What you will do
Retype the data that follows line by line, exactly, and leave its pictures out.

Exercise material

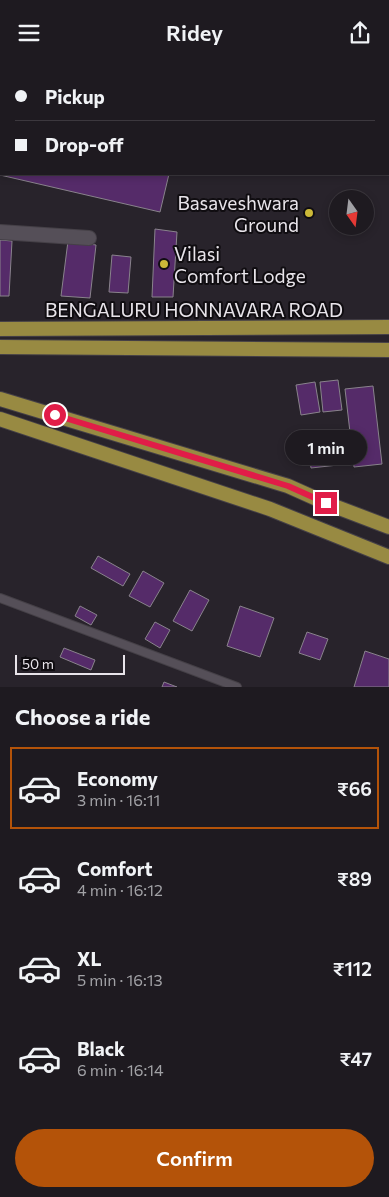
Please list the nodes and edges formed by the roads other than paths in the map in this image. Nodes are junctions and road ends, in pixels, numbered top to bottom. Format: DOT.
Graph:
graph roads {
  1 [pos="0,232"];
  2 [pos="89,238"];
  3 [pos="389,327"];
  4 [pos="0,329"];
  5 [pos="0,347"];
  6 [pos="389,349"];
  7 [pos="0,399"];
  8 [pos="0,419"];
  9 [pos="389,527"];
  10 [pos="389,557"];
  11 [pos="0,597"];
  12 [pos="237,687"];
  1 -- 2 [label="street"];
  3 -- 4 [label="main road, BENGALURU HONNAVARA ROAD"];
  5 -- 6 [label="main road, BENGALURU HONNAVARA ROAD"];
  7 -- 9 [label="main road"];
  8 -- 10 [label="main road"];
  11 -- 12 [label="lane"];
}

Exercise result
Please list the nodes and edges formed by the roads other than paths in the map in this image. Nodes are junctions and road ends, in pixels, numbered top to bottom. Format: DOT.
Graph:
graph roads {
  1 [pos="0,232"];
  2 [pos="89,238"];
  3 [pos="389,327"];
  4 [pos="0,329"];
  5 [pos="0,347"];
  6 [pos="389,349"];
  7 [pos="0,399"];
  8 [pos="0,419"];
  9 [pos="389,527"];
  10 [pos="389,557"];
  11 [pos="0,597"];
  12 [pos="237,687"];
  1 -- 2 [label="street"];
  3 -- 4 [label="main road, BENGALURU HONNAVARA ROAD"];
  5 -- 6 [label="main road, BENGALURU HONNAVARA ROAD"];
  7 -- 9 [label="main road"];
  8 -- 10 [label="main road"];
  11 -- 12 [label="lane"];
}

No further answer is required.